As leis italiana, dinamarquesa e sueca – que adotam uma solução as vezes denominada “da

indagação” – conferem aos familiares não o direito de manifestar-se em lugar do falecido ou de

autorizar ou não a remoção de órgãos, mas o de ser-lhes permitido apenas oporem-se à remoção,

se tal intervenção for considerada incompatível com as concepções do morto e sua família.

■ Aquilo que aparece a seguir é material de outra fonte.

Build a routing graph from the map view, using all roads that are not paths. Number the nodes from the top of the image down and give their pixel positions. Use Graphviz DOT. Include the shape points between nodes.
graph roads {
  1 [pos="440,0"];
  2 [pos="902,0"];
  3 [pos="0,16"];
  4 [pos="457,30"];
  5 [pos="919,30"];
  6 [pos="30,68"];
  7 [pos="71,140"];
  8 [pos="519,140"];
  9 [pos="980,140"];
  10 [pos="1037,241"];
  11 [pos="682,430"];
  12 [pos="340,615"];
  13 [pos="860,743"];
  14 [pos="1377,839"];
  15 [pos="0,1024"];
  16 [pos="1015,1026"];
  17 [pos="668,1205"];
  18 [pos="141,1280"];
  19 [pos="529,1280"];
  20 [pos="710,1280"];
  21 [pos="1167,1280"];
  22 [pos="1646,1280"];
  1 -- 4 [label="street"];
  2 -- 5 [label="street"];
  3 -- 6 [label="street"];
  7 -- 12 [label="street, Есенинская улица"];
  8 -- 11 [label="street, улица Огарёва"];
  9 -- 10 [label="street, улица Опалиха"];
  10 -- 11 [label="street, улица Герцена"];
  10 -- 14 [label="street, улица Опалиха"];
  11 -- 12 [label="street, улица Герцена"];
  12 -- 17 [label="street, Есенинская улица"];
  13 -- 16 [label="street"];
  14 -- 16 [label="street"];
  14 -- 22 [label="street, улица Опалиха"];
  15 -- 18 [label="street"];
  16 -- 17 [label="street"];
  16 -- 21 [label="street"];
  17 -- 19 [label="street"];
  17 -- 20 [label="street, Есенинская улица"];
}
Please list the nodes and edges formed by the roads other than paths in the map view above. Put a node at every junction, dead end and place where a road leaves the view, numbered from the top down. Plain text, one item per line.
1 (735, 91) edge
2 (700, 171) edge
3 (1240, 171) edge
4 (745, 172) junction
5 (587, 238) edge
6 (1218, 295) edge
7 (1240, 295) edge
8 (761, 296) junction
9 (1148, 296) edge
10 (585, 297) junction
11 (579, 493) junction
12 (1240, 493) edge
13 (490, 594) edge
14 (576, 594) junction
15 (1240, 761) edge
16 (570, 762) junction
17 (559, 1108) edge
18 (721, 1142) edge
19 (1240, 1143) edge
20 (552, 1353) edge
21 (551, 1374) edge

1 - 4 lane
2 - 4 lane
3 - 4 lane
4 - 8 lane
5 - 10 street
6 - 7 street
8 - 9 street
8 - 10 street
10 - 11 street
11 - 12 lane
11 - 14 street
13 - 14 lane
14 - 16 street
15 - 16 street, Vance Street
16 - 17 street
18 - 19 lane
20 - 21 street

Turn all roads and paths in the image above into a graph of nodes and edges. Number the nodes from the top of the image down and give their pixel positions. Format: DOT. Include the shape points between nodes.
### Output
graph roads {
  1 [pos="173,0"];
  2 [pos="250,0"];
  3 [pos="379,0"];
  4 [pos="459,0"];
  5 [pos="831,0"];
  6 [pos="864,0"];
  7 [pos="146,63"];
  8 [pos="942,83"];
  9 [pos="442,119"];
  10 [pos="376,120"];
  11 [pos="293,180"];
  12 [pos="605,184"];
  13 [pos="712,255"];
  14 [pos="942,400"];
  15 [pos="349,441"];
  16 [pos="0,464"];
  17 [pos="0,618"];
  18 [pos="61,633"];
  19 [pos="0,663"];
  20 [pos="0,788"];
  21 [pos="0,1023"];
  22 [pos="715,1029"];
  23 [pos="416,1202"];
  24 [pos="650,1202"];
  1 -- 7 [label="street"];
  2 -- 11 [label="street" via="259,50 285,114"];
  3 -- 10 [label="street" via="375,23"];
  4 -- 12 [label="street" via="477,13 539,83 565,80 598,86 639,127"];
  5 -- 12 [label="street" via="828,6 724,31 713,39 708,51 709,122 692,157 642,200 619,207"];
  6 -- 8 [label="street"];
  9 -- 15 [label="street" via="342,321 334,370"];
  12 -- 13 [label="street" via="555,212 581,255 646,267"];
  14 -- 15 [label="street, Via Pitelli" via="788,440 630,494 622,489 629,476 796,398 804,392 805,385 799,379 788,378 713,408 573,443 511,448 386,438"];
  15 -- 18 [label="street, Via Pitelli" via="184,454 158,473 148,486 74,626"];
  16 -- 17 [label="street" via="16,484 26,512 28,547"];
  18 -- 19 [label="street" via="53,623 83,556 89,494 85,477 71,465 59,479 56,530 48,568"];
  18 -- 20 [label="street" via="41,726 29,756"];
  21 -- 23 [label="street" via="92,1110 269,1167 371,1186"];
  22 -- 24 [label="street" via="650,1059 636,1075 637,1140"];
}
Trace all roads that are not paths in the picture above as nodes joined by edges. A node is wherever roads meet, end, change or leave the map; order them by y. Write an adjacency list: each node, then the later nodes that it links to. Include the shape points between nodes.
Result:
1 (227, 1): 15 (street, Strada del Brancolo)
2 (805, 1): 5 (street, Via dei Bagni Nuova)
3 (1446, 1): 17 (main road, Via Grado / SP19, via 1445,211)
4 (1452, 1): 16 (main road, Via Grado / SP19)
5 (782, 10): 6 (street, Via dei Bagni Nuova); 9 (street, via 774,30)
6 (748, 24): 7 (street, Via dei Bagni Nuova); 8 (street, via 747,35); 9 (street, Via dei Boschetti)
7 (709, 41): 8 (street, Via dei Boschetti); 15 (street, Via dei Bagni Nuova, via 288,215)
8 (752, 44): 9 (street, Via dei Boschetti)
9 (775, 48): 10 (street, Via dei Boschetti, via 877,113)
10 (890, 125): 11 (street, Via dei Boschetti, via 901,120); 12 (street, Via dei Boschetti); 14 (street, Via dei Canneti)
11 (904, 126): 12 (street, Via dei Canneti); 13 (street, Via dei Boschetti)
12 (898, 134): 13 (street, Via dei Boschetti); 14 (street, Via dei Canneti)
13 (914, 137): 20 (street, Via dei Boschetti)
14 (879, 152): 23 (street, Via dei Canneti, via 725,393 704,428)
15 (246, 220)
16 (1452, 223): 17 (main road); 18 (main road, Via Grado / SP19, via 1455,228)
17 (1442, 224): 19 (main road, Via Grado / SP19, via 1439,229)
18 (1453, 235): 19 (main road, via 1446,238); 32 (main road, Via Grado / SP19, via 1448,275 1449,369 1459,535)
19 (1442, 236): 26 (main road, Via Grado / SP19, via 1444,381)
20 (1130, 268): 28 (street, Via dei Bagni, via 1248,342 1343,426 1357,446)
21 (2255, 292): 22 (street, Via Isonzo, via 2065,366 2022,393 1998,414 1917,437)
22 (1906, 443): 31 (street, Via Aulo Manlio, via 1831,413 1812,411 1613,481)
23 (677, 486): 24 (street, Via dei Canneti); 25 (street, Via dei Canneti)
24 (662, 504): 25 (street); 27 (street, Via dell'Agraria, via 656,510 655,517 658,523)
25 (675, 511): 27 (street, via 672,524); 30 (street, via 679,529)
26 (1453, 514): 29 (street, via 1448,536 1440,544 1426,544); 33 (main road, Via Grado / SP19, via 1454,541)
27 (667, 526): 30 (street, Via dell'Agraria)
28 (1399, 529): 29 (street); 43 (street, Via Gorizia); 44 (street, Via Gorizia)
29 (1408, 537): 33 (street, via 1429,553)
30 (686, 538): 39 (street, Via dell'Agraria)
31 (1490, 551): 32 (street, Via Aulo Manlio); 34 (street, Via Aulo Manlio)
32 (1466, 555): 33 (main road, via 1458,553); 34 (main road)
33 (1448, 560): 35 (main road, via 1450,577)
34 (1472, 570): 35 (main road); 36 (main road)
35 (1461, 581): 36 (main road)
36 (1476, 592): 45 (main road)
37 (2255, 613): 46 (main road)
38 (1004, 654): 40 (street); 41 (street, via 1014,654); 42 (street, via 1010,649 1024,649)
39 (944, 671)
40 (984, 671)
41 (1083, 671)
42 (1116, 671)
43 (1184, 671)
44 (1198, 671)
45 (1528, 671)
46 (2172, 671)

Nessa fórmula, o papel dos familiares é entendido como o de testemunhos válidos da vontade

da pessoa falecida, mas não como podendo substituir essa vontade pelas suas. Em outros

países (Portugal, Espanha), no entanto, a validade do testemunho de familiares sobre a vontade e

disposições do morto tem sido questionada como uma forma absolutamente incontrolável, por

permitir que parentes substituam a vontade do morto pela sua.

A decisão a tomar

Os parlamentares brasileiros têm em mãos uma decisão difícil a tomar, determinada pela

necessidade de apreciação, pelo Congresso Nacional, da Medida Provisória nº 1.718/98, que, na

prática, substitui o princípio do consentimento presumido pelo reconhecimento do direito subsidiário

de determinados familiares a determinar sobre a remoção ou não de órgãos e tecidos, na

ausência de manifestação de vontade do falecido.

A decisão é, basicamente, entre três alternativas: 1ª) manter o princípio de consentimento

presumido, na forma que a lei em vigor lhe dá, rejeitando a medida provisória; 2ª) “enfraquecer” o

princípio, permitindo aos parentes que se oponham à retirada dos órgãos na ausência – e apenas

na ausência – de manifestação expressa da vontade do morto, feita em vida; ou 3ª) passar a adotar

o princípio do consentimento afirmativo.

É sempre bom lembrar que estamos tratando aqui da doação de órgãos de cadáveres

de pessoas maiores de idade, que decidiram quanto a isso em pleno gozo de suas faculdades

mentais e de seus direitos. No caso de menores e pessoas juridicamente incapazes, permanece

vigendo a solução dada pela lei, isto é, a retirada post mortem de tecidos e órgãos para transplante

e terapêutica só poderá ser feita desde que permitida expressamente por ambos os pais ou

responsáveis legais.

Manter o princípio da doação presumida “forte” significa que – definitivamente – assume-se

que: 1º) a ausência de manifestação expressa de oposição à doação é forma legal e culturalmente

válida de consentimento, não estando – de nenhuma forma – condicionada, quer à averiguação

de veracidade quer à autorização da família; 2º) não é reconhecido, à família ou a qualquer

outra pessoa, qualquer direito subsidiário de decisão em relação à retirada ou não de órgãos do

cadáver; 3º) a retirada de órgãos de cadáver sem consulta à família, resguardadas as disposições

legais, constitui procedimento ético, nos moldes do que dispõe o artigo 43 do Código de Ética

Médica que veda ao médico, como conduta antiética, “descumprir legislação específica nos casos

de transplantes de órgãos ou tecidos”.